I became obsessed with research. There was a time, over the twelve years I shelved that project and came back over and over again, I knew more about Nazis than anyone really needed to know. The one novel turned into two. I revisted both again and again over the years as my research became more in-depth and my anger grew.
Neither of those books will ever see the light of day. In part because a writer in their thirties cannot possibly go back and edit the things they wrote in their teens/early twenties and have it come out smooth and making sense, and in part because the moral of both stories was a little weak.
Nazis are bad.
I thought that was ground that had been pretty well covered. A novel I read during those years, handled it fairly well (at least in my mind, at the time. I haven't revisited it).
Don De Grazia's novel, American Skin covered how easy it was for frustrated white people to turn to hate, and how hard it was to turn away. And it covered the moral of the story: Nazis are bad.
So did Indiana Jones, Marvel Comics, American History X, and a hundred other pop culture items. All my friends agreed. Jesus, Nazis are bad, right? Fuck yeah, they're really bad!
The state where I live has more hate groups than any other state. I lived right in the middle of the Confederate Seat (on Fort Lee, right outside of Richmond, VA). I ran into the occasional skinhead. Once, a skin in Richmond saw me in the history section picking up research for the above-mentioned projects and attempted to recruit me. His father saw us and joined in. They were massive Confederate Skins with their own press. This was clearly something they liked to do. If they saw someone in a bookstore looking at Confederate or Nazi history, they would come and tell that person all about how biased the books were (the books leaned on, Gee, aren't Nazis fucking bad?).
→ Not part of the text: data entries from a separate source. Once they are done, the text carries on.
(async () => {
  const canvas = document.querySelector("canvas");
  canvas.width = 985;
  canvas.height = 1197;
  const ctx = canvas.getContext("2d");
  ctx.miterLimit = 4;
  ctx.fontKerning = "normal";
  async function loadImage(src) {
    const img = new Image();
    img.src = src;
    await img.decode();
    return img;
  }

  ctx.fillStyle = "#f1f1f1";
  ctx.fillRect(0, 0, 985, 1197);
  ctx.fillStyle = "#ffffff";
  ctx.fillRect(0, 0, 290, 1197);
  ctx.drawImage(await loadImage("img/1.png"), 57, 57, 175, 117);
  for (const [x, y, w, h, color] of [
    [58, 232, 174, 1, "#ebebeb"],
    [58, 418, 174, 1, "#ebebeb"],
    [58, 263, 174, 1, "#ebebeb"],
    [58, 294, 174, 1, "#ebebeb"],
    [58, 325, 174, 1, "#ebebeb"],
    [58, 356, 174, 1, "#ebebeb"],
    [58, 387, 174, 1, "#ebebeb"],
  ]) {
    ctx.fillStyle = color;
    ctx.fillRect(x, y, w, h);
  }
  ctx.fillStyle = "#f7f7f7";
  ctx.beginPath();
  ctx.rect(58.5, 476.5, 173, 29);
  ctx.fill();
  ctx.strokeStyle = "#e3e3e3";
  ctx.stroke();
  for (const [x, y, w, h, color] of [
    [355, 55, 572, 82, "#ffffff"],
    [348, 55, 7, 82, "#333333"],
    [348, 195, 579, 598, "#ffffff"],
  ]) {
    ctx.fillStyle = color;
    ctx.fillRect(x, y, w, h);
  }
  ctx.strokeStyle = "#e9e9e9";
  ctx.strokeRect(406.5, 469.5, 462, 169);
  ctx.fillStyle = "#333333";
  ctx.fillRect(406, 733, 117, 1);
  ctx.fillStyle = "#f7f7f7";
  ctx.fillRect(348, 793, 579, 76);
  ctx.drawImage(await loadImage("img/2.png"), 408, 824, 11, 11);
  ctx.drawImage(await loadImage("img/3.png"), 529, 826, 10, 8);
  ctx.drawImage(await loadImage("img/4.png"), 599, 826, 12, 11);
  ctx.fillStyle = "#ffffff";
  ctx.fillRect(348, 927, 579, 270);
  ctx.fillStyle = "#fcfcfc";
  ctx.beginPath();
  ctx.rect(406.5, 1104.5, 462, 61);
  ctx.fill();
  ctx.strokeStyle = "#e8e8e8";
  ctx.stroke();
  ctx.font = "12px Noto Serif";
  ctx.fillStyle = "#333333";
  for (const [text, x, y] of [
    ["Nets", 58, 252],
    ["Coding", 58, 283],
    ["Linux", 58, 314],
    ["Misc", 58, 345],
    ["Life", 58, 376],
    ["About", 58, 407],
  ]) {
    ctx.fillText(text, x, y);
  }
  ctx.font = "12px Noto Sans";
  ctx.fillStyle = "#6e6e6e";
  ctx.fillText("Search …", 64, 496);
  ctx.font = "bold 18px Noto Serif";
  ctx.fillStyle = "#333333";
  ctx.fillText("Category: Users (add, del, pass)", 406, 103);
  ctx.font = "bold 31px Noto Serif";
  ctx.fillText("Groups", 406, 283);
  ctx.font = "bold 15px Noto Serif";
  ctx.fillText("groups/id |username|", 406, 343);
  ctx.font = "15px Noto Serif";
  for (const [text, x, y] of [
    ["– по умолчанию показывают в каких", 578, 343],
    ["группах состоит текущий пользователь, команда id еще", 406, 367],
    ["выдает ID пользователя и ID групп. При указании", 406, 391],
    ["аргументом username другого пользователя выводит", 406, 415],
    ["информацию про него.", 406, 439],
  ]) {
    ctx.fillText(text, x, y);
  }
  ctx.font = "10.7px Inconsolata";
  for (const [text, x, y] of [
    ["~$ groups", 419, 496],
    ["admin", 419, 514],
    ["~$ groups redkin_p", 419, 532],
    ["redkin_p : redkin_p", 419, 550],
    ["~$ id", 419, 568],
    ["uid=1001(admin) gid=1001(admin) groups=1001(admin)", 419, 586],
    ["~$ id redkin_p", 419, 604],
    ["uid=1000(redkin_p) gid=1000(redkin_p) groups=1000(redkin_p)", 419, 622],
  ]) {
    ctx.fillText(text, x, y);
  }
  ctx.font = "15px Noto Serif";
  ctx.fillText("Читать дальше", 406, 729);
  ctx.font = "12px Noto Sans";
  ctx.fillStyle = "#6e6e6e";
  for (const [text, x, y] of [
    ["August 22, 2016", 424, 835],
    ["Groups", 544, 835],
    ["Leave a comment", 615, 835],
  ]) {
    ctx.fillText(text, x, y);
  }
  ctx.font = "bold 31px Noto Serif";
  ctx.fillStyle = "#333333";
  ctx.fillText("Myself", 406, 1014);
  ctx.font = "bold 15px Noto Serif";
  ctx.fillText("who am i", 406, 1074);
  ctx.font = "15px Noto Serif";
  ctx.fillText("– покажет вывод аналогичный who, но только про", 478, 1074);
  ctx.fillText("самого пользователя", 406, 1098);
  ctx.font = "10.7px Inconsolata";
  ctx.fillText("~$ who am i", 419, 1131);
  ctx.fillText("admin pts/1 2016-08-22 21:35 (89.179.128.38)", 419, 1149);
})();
They were both huge men, and I was alone in the bookstore, my friends somewhere else in the mall. So I made an excuse, left my books on the shelf and left.
I tell you that to tell you this: I've always known we had Nazis in the US. I knew about the Bund in World War 2. I knew about Neo-Nazis. I knew they were out and about and open with their hatred.
But my assumption, when it came time to shelve the novels and move on, was that everyone aside from them just knew inherently that Nazis are bad.
I've heard a lot of people, especially those in marginalized groups, talk about how frustrating it is to see people surprised that these hate mongering assholes exist, or that they exist in such numbers. I share that frustration. We've been talking about this for years. Decades. For awhile, it was in vogue to talk about it. There were 20/20 specials and movies with Ed Norton. The general populace was engaged with the idea that neo-Nazis, the White Christian Identity Movement, the KKK (smaller, but not insignificant) existed, were a threat, and were bad. But like most social issues that come into focus in the mainstream, the world moved on. It became about terrorism and school shootings and the general public forgot about Nazis. When they forgot about them, I guess they thought all the Nazis had disappeared.
Of course, they hadn't.
Of course, they hadn't.
Now they're doing exactly the things they talked about doing when I was reading their message boards in the early aughts. They cleaned up, got suits and fashy hair cuts (but not shaved heads!), separated their "intellectual" movement from the skinhead gangs, and weaseled their way into colleges, Men's Rights Groups, and all the places people didn't generally associate with Nazis. They played a huge role in the election. They march openly in the streets (looking like idiots in polo shirts with Tiki Torches, sure - but open).
And I see a lot of debate.
I woke up the morning after Richard Spencer's now infamous punch to the face and realized - I went to sleep thinking we all agreed that Nazis are bad, and woke up in a world where that's clearly untrue.
I spent so many years mired in the worst these assholes had to offer. Before Reddit. Before Identity Evorpa and The National Policy Institute. I saw the front page of a Neo-Nazi website turn to flash animation celebrating September 11th only an hour or so after I learned of the terror attack.
I thought I didn't have it in me to be ankle deep in that shit anymore. I thought if we could unite against anything it would be literal, flag waving Nazis.
Now it seems the choice isn't mine. They're in the streets, they're in the news. And even the "progressives" want to debate about how bad they are, how big their numbers are, whether we should respect them or not.
It's not fiction anymore. Of course, it wasn't when I was writing those doomed novels. But it wasn't like this. I still had the comfort of believing that the only people who didn't hate Nazis were flag waving Nazis.